- Jestem w ciąży...- Annabeth i Reyna wytrzeszczyły oczy, Hazel zaczęła piszczeć, ja i Frank otworzyliśmy buzie na oścież i wpatrywaliśmy się jak ciele na malowane wrota w szatynkę, Leo walnął głową w ścianę zapewne myśląc, że to sen, Jason zemdlał upadając na ziemię z głośnym hukiem, Tina złapała się za głowę i zaczęła lekko chwiać, a Nico...
- O kurwa...- powiedział, po czym sam lekko się osunął na ścianę, i kontynuował przeklinanie pod nosem.

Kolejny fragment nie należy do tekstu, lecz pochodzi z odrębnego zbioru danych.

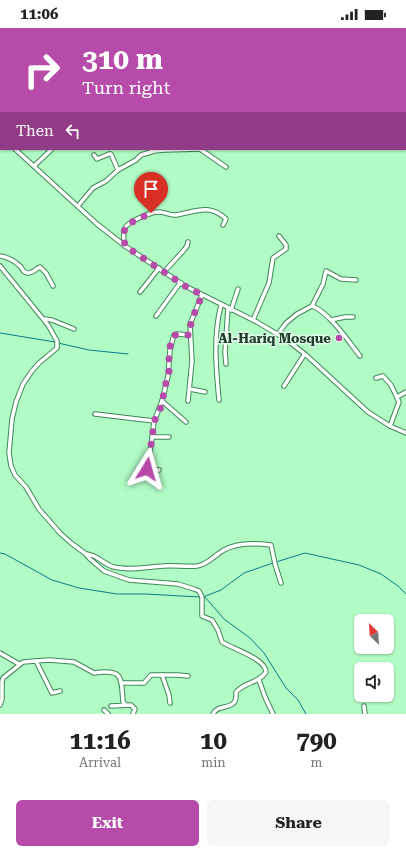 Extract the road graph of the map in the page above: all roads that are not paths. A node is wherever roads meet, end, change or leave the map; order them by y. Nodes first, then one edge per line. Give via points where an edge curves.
1 (16, 150) edge
2 (51, 150) edge
3 (143, 150) edge
4 (165, 150) edge
5 (202, 150) edge
6 (145, 154) junction
7 (94, 155) dead end
8 (34, 166) junction
9 (226, 167) dead end
10 (118, 170) junction
11 (78, 206) junction
12 (223, 225) dead end
13 (279, 236) dead end
14 (188, 242) dead end
15 (125, 246) junction
16 (0, 256) edge
17 (0, 266) edge
18 (159, 268) junction
19 (164, 272) junction
20 (356, 280) dead end
21 (180, 283) junction
22 (53, 286) dead end
23 (238, 289) dead end
24 (140, 292) dead end
25 (202, 295) junction
26 (221, 305) junction
27 (312, 306) junction
28 (229, 309) junction
29 (156, 316) dead end
30 (353, 317) dead end
31 (44, 319) junction
32 (253, 320) junction
33 (331, 320) junction
34 (74, 329) dead end
35 (190, 333) junction
36 (278, 334) junction
37 (304, 355) junction
38 (360, 356) dead end
39 (226, 364) dead end
40 (376, 378) dead end
41 (284, 386) dead end
42 (190, 389) junction
43 (205, 392) dead end
44 (406, 392) edge
45 (397, 397) junction
46 (219, 400) dead end
47 (162, 401) junction
48 (188, 401) dead end
49 (95, 414) dead end
50 (154, 421) junction
51 (186, 422) dead end
52 (390, 426) junction
53 (406, 434) edge
54 (152, 437) junction
55 (168, 437) dead end
56 (159, 470) dead end
57 (86, 554) junction
58 (282, 583) dead end
59 (0, 653) edge
60 (36, 661) junction
61 (19, 664) junction
62 (162, 675) junction
63 (188, 676) dead end
64 (259, 680) junction
65 (121, 683) junction
66 (60, 691) dead end
67 (125, 704) junction
68 (170, 704) dead end
69 (0, 705) edge
70 (111, 706) dead end
71 (364, 706) dead end
72 (104, 710) dead end
73 (108, 714) edge
74 (133, 714) edge
75 (212, 714) edge
76 (273, 714) edge
77 (365, 714) edge

1 - 8 street
2 - 8 street
3 - 6 street
4 - 6 street
5 - 9 street
6 - 10 street
7 - 10 street via 97,159 111,154
8 - 11 street
10 - 11 street via 93,188
11 - 15 street
12 - 15 street via 226,219 209,209 172,215 157,212 126,226
13 - 32 street via 286,249 273,258 269,283
14 - 19 street via 182,253
15 - 18 street
16 - 22 street via 11,260 26,273 40,267
17 - 31 street
18 - 19 street
18 - 24 street
19 - 21 street
20 - 27 street via 341,279 326,271 323,284
21 - 25 street
21 - 29 street
23 - 28 street
25 - 26 street
25 - 35 street via 191,322
26 - 28 street
26 - 46 street via 215,359
27 - 33 street
27 - 36 street via 286,323
28 - 32 street
28 - 39 street
30 - 33 street
31 - 34 street
31 - 57 street via 58,346 36,366 20,390 12,419 9,453 11,466 39,509 60,534
32 - 36 street
33 - 38 street
35 - 42 street
35 - 47 street via 186,336 174,335
36 - 37 street
37 - 41 street
37 - 52 street via 368,412
40 - 45 street via 383,376
42 - 43 street
42 - 48 street
44 - 45 street
45 - 52 street via 399,402
47 - 50 street
47 - 51 street
49 - 50 street
50 - 54 street
52 - 53 street
54 - 55 street
54 - 56 street via 147,469
57 - 58 street via 91,554 115,567 144,569 198,566 222,551 241,544 271,544
57 - 64 street via 104,571 129,580 178,584 199,591 202,597 202,616 212,620 222,642 259,661 265,667 266,672
59 - 61 street
60 - 61 street
60 - 65 street via 74,662 94,673 113,672 117,674
60 - 66 street via 50,691
61 - 69 street via 3,678
62 - 63 street
62 - 65 street via 151,675 144,683
62 - 68 street
64 - 75 street via 239,689 234,702 228,707 218,708
64 - 76 street
65 - 67 street
67 - 70 street
67 - 74 street via 134,706
71 - 77 street
72 - 73 street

- To żart, tak?- spytała z nadzieją w głosie Reyna. Piper zgromiła ją wzrokiem i położyła rękę na swoim brzuchu.
- Nie, to prawda.
- A-ale... jak... kiedy... gdzie... z kim...?- wyjąkała Annabeth.
- No...
- NIE! STÓJ!- podskoczyłem na nagły krzyk Hazel.- To babskie rozmowy, faceci mają stąd wypieprzać!
- Ale- próbował zaprotestować Frank, ale jego dziewczyna spojrzała na niego z mordem w oczach. Mina mu zbladła.
- WYNOCHA STĄD WY ZBOCZEŃCY!- wydarła się, a ja i reszta chłopaków szybko złapaliśmy Jasona, który ciągle obściskiwał się z podłogą i jak najszybciej spieprzyliśmy z ich widoku.- A NIECH TYLKO ZOBACZĘ JAK, KTÓRYŚ PODSŁUCHUJE!- krzyknęła jeszcze za nami Hazel i zamknęła drzwi.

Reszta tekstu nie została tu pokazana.